> **EXERCISE PROMPT**
The span to repeat in the listing below runs from the line containing "pinky pip: (502, 466)" to the line containing "pinky mcp: (790, 462)", inclusive. Repeat it exactly, and only it.

> **INFORMATION PROVIDED**
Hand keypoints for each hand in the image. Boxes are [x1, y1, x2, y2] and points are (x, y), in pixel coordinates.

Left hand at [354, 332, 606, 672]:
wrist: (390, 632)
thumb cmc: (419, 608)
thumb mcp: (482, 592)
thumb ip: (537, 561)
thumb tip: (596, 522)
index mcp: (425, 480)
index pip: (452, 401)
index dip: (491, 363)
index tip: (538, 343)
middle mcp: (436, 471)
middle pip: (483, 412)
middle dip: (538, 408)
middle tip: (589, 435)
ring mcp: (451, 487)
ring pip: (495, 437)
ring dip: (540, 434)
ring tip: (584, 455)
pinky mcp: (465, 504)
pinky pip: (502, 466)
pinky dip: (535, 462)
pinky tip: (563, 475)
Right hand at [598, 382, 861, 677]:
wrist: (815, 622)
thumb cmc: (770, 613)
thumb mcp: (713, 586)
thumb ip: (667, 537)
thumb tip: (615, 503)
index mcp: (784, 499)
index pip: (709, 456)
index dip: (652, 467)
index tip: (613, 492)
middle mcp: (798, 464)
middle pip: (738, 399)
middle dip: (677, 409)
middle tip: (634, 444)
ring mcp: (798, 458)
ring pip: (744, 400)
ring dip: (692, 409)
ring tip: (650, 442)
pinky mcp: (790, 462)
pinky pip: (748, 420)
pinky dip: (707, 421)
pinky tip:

> **EXERCISE RESPONSE**
pinky pip: (502, 466)
pinky dip: (535, 462)
pinky tip: (563, 475)
Right hand at [598, 382, 861, 677]:
wrist: (815, 622)
thumb cmc: (770, 613)
thumb mcp: (713, 586)
thumb ip: (667, 537)
thumb tip: (615, 503)
index mcp: (784, 499)
index pip: (709, 456)
index dip: (652, 467)
index tip: (613, 492)
middle mcp: (798, 464)
middle pip: (738, 399)
middle dip: (677, 409)
middle tip: (634, 444)
ring mcp: (798, 458)
ring pip: (744, 400)
ring dip: (692, 409)
ring tip: (650, 442)
pinky mcp: (790, 462)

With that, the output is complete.